*Exercise details*.
Check every line of the records below for the string "JAMBURAYA" and copy the ones that have it.

(Dataset Opens)

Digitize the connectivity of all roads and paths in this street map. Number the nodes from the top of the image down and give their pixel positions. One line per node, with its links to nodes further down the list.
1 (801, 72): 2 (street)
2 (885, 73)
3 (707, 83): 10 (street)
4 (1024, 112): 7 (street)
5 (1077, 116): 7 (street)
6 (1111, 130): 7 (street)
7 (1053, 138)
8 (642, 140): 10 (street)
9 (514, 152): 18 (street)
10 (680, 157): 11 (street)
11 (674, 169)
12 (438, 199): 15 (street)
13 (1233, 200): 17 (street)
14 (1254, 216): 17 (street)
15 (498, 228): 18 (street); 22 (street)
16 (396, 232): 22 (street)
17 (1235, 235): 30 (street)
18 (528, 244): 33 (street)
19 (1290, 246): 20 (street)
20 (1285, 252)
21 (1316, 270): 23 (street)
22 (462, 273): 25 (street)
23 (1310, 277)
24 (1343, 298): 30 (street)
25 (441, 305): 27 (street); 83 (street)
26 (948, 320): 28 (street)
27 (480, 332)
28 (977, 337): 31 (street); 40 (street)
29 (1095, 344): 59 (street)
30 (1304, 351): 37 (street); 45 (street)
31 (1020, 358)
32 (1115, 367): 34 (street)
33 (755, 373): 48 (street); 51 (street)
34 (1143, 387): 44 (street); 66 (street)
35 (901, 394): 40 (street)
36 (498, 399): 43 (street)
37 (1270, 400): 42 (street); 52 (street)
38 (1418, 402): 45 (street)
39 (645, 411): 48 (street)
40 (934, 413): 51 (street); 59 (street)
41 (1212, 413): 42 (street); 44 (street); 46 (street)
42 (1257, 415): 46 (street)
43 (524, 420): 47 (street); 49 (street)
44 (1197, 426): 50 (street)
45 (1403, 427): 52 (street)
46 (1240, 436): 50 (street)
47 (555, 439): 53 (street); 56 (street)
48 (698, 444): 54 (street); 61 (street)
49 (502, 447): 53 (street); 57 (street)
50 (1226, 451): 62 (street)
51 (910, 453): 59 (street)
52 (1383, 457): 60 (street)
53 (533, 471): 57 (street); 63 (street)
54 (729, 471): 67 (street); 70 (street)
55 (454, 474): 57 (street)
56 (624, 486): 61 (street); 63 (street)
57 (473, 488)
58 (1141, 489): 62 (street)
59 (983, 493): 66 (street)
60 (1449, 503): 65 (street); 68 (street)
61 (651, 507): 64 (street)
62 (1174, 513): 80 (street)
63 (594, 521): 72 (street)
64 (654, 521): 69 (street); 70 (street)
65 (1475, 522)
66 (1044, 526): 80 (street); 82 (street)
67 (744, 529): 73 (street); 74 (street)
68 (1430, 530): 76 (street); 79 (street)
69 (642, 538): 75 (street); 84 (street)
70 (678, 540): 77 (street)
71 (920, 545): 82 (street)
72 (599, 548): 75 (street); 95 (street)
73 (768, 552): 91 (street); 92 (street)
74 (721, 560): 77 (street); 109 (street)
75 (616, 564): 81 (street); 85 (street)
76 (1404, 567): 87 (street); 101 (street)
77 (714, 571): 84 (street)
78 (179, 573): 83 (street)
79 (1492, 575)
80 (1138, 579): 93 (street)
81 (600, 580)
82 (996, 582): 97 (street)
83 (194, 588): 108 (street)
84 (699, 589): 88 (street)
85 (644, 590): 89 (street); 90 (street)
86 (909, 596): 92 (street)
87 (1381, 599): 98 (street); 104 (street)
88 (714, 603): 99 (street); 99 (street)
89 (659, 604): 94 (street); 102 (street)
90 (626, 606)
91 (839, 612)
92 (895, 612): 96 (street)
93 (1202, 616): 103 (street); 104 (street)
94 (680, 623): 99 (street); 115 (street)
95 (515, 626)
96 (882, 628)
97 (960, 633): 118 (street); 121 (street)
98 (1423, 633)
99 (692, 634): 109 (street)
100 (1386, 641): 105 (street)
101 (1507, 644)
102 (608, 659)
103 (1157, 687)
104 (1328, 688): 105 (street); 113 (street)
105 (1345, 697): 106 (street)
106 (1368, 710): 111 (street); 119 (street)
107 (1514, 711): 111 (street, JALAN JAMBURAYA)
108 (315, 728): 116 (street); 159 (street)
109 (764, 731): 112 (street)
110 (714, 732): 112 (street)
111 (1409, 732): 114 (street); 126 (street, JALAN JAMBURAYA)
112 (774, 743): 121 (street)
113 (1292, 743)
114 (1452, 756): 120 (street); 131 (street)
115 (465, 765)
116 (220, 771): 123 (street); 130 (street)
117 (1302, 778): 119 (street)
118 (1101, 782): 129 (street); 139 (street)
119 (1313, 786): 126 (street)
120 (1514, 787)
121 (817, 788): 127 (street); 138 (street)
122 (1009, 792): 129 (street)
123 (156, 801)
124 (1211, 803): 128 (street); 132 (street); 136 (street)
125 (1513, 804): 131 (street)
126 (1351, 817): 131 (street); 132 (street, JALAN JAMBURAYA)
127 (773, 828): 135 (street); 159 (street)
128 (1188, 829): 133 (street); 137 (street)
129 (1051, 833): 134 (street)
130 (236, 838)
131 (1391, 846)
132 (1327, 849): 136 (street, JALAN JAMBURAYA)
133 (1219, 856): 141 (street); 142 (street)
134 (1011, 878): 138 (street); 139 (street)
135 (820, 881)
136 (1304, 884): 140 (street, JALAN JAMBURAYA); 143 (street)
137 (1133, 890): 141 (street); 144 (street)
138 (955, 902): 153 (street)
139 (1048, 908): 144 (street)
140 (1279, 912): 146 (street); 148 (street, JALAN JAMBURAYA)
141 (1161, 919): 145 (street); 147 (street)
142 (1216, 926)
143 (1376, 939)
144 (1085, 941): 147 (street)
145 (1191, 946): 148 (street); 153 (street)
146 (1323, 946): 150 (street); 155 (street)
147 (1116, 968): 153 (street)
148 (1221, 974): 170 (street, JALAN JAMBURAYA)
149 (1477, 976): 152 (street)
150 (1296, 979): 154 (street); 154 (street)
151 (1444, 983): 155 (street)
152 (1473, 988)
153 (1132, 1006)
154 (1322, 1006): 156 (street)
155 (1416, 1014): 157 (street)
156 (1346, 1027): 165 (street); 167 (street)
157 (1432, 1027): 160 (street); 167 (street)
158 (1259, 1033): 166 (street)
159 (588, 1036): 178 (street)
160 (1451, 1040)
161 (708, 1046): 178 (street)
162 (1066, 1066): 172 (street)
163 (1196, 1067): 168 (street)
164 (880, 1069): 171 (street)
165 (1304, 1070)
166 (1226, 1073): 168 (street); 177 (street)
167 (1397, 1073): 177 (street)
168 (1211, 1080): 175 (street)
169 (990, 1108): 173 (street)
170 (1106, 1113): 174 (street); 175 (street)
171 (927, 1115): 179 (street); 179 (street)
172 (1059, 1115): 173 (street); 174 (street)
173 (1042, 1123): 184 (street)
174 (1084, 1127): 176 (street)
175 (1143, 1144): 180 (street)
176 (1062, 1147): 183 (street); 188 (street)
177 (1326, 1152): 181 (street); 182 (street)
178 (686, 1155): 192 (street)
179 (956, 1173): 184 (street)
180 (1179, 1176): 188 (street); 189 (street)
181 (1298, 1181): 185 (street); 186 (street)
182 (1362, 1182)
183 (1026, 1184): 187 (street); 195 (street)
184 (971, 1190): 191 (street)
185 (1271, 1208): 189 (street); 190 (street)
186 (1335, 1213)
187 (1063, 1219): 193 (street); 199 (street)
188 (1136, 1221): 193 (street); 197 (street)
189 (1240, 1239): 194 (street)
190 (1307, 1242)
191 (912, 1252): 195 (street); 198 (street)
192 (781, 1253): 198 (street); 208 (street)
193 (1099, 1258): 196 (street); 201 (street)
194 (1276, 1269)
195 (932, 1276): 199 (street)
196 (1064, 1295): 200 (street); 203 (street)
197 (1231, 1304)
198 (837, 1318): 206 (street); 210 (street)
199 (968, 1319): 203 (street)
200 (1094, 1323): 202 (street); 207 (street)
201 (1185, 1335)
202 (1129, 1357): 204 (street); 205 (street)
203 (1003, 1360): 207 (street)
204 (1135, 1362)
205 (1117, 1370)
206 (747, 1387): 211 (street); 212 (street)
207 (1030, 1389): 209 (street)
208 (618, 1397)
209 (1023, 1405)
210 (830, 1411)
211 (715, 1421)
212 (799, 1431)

(Dataset Closes)

*Response for this exercise*.
107 (1514, 711): 111 (street, JALAN JAMBURAYA)
111 (1409, 732): 114 (street); 126 (street, JALAN JAMBURAYA)
126 (1351, 817): 131 (street); 132 (street, JALAN JAMBURAYA)
132 (1327, 849): 136 (street, JALAN JAMBURAYA)
136 (1304, 884): 140 (street, JALAN JAMBURAYA); 143 (street)
140 (1279, 912): 146 (street); 148 (street, JALAN JAMBURAYA)
148 (1221, 974): 170 (street, JALAN JAMBURAYA)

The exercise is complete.